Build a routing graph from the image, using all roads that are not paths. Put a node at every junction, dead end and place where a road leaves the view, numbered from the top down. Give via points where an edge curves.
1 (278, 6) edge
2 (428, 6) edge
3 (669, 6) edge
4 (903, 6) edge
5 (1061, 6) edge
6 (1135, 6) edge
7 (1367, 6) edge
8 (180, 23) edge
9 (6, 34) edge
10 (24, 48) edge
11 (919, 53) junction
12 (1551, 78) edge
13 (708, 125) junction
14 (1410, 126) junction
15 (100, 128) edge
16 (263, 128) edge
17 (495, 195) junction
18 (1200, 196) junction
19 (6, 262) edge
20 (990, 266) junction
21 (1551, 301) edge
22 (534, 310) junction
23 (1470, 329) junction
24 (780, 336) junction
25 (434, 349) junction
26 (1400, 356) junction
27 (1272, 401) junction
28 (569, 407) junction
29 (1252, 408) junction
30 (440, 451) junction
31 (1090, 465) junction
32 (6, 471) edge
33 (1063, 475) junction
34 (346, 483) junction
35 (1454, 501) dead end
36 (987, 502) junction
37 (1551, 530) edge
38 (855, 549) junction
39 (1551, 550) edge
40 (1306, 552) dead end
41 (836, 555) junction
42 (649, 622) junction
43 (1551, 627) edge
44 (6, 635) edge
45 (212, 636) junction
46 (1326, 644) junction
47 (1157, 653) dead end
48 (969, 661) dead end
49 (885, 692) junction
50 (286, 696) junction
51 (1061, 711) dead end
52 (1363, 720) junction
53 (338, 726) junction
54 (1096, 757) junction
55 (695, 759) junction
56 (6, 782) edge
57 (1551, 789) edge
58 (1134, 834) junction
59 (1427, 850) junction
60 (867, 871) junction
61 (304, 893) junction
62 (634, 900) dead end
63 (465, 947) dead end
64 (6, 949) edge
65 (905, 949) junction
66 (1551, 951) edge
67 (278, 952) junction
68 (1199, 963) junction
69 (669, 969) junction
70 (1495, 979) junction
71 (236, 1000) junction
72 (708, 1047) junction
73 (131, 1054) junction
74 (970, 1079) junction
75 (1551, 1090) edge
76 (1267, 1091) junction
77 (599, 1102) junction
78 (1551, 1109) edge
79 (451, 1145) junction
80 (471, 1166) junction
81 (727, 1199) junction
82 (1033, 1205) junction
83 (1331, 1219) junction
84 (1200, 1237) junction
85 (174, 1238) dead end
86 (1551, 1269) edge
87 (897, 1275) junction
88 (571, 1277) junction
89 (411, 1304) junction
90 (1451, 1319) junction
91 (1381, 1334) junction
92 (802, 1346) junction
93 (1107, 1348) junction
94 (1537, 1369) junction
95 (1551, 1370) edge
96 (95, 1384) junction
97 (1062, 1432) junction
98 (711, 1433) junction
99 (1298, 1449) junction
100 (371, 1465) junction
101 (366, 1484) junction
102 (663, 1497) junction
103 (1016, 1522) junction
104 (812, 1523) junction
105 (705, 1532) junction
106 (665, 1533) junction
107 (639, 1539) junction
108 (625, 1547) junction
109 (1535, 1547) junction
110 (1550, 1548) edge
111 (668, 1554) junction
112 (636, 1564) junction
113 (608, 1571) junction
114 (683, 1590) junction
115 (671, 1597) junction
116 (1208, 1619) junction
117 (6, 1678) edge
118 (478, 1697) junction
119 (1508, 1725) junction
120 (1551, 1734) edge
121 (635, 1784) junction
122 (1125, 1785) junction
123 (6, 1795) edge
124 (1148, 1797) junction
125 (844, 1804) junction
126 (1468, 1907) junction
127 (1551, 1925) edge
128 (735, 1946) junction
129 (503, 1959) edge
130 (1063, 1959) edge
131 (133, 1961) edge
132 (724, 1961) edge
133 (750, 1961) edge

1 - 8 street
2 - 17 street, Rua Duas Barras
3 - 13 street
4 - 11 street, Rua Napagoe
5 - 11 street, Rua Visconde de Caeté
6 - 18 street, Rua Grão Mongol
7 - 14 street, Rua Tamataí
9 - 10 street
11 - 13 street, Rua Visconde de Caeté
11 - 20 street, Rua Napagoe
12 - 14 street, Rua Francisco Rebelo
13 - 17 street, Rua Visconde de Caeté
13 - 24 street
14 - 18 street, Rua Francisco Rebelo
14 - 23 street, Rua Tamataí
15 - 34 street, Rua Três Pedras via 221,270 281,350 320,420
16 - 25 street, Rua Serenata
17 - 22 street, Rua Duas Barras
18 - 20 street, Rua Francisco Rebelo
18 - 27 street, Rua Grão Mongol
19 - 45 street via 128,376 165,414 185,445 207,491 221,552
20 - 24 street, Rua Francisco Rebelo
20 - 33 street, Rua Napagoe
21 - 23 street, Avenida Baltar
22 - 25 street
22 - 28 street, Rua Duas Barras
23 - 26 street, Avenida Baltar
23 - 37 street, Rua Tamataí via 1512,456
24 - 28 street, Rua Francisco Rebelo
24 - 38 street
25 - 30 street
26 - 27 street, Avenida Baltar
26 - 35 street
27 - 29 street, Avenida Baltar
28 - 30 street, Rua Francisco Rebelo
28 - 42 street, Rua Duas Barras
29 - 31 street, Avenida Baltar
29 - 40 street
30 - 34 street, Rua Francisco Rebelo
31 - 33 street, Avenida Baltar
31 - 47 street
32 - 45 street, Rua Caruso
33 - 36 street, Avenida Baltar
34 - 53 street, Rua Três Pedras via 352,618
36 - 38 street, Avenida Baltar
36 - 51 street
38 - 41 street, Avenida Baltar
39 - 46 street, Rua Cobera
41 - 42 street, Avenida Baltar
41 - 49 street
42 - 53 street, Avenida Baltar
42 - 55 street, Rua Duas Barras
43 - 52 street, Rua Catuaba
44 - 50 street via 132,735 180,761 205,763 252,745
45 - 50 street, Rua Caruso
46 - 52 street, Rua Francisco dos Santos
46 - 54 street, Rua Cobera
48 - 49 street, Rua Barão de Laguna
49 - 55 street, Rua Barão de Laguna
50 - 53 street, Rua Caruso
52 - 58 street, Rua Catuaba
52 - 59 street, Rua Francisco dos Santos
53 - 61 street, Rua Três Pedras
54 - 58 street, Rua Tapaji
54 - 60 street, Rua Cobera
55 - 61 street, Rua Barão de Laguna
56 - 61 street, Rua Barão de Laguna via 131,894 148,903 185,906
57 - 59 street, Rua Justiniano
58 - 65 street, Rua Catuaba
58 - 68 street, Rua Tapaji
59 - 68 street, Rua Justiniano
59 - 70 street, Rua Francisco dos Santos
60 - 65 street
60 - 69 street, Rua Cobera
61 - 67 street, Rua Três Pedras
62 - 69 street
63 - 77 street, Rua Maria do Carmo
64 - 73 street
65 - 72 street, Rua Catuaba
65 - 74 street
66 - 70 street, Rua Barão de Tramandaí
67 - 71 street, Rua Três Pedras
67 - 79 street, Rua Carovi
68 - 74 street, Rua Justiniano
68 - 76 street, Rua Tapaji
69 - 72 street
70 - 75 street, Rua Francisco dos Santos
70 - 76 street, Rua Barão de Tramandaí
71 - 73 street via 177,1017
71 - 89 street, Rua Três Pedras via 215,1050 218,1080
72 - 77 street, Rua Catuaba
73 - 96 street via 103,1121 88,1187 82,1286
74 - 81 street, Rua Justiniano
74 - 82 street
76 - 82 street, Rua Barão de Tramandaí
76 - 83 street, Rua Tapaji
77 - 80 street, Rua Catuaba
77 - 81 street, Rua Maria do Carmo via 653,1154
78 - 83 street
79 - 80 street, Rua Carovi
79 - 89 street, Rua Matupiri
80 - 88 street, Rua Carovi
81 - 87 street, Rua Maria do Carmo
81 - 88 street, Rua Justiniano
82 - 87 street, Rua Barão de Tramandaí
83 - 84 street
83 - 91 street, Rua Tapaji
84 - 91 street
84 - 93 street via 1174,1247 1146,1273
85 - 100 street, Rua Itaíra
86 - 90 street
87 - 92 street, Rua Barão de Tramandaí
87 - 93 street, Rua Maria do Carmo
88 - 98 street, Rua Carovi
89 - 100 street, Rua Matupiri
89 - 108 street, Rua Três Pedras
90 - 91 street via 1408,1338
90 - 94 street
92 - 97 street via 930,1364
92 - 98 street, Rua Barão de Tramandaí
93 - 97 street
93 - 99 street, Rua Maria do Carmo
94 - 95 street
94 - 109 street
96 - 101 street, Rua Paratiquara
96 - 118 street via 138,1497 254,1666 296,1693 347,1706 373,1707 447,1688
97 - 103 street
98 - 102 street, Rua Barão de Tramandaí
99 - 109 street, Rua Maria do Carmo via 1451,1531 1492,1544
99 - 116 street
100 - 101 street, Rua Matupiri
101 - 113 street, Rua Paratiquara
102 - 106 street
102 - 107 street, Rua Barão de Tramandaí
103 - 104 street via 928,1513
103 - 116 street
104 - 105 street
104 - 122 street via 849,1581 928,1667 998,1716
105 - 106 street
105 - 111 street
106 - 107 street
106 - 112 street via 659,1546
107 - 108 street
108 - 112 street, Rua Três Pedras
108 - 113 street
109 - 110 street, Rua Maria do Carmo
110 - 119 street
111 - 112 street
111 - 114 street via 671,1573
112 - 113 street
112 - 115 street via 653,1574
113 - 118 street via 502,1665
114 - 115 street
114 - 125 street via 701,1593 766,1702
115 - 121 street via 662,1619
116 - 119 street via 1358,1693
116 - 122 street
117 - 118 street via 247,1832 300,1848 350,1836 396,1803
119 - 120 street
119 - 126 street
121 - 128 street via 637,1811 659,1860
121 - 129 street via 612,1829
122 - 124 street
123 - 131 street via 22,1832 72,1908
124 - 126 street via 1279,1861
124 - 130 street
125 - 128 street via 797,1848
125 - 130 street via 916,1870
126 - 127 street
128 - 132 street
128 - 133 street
════════════════
A single number is the whole answer: please count how many lines of the records above include the string "Baltar".

Answer to this exercise
11